#### Work instructions
Each record should be given again exactly, and any picture in it left out.

#### Dataset extract
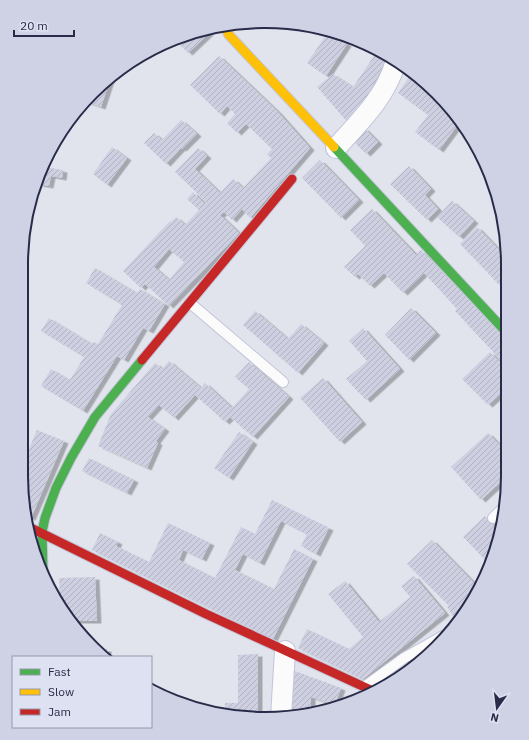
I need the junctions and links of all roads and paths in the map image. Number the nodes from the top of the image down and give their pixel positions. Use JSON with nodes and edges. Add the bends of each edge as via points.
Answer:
{"nodes":[{"id":1,"x":227,"y":31,"type":"edge"},
{"id":2,"x":394,"y":67,"type":"edge"},
{"id":3,"x":336,"y":148,"type":"junction"},
{"id":4,"x":292,"y":179,"type":"dead end"},
{"id":5,"x":190,"y":302,"type":"junction"},
{"id":6,"x":501,"y":328,"type":"edge"},
{"id":7,"x":283,"y":382,"type":"dead end"},
{"id":8,"x":498,"y":513,"type":"edge"},
{"id":9,"x":493,"y":518,"type":"dead end"},
{"id":10,"x":34,"y":529,"type":"edge"},
{"id":11,"x":42,"y":533,"type":"junction"},
{"id":12,"x":43,"y":557,"type":"edge"},
{"id":13,"x":433,"y":642,"type":"edge"},
{"id":14,"x":285,"y":651,"type":"junction"},
{"id":15,"x":369,"y":688,"type":"edge"},
{"id":16,"x":368,"y":689,"type":"edge"},
{"id":17,"x":281,"y":711,"type":"edge"}],
"edges":[{"from":1,"to":3,"type":"street"},
{"from":2,"to":3,"type":"street","via":[[378,100]]},
{"from":3,"to":6,"type":"street"},
{"from":4,"to":5,"type":"street"},
{"from":5,"to":7,"type":"lane"},
{"from":5,"to":11,"type":"street","via":[[95,417],[56,488]]},
{"from":8,"to":9,"type":"lane"},
{"from":10,"to":11,"type":"street"},
{"from":11,"to":12,"type":"street"},
{"from":11,"to":14,"type":"street"},
{"from":13,"to":15,"type":"lane","via":[[404,658]]},
{"from":14,"to":16,"type":"street"},
{"from":14,"to":17,"type":"street"}]}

#### Expected answer
I need the junctions and links of all roads and paths in the map image. Number the nodes from the top of the image down and give their pixel positions. Use JSON with nodes and edges. Add the bends of each edge as via points.
Answer:
{"nodes":[{"id":1,"x":227,"y":31,"type":"edge"},
{"id":2,"x":394,"y":67,"type":"edge"},
{"id":3,"x":336,"y":148,"type":"junction"},
{"id":4,"x":292,"y":179,"type":"dead end"},
{"id":5,"x":190,"y":302,"type":"junction"},
{"id":6,"x":501,"y":328,"type":"edge"},
{"id":7,"x":283,"y":382,"type":"dead end"},
{"id":8,"x":498,"y":513,"type":"edge"},
{"id":9,"x":493,"y":518,"type":"dead end"},
{"id":10,"x":34,"y":529,"type":"edge"},
{"id":11,"x":42,"y":533,"type":"junction"},
{"id":12,"x":43,"y":557,"type":"edge"},
{"id":13,"x":433,"y":642,"type":"edge"},
{"id":14,"x":285,"y":651,"type":"junction"},
{"id":15,"x":369,"y":688,"type":"edge"},
{"id":16,"x":368,"y":689,"type":"edge"},
{"id":17,"x":281,"y":711,"type":"edge"}],
"edges":[{"from":1,"to":3,"type":"street"},
{"from":2,"to":3,"type":"street","via":[[378,100]]},
{"from":3,"to":6,"type":"street"},
{"from":4,"to":5,"type":"street"},
{"from":5,"to":7,"type":"lane"},
{"from":5,"to":11,"type":"street","via":[[95,417],[56,488]]},
{"from":8,"to":9,"type":"lane"},
{"from":10,"to":11,"type":"street"},
{"from":11,"to":12,"type":"street"},
{"from":11,"to":14,"type":"street"},
{"from":13,"to":15,"type":"lane","via":[[404,658]]},
{"from":14,"to":16,"type":"street"},
{"from":14,"to":17,"type":"street"}]}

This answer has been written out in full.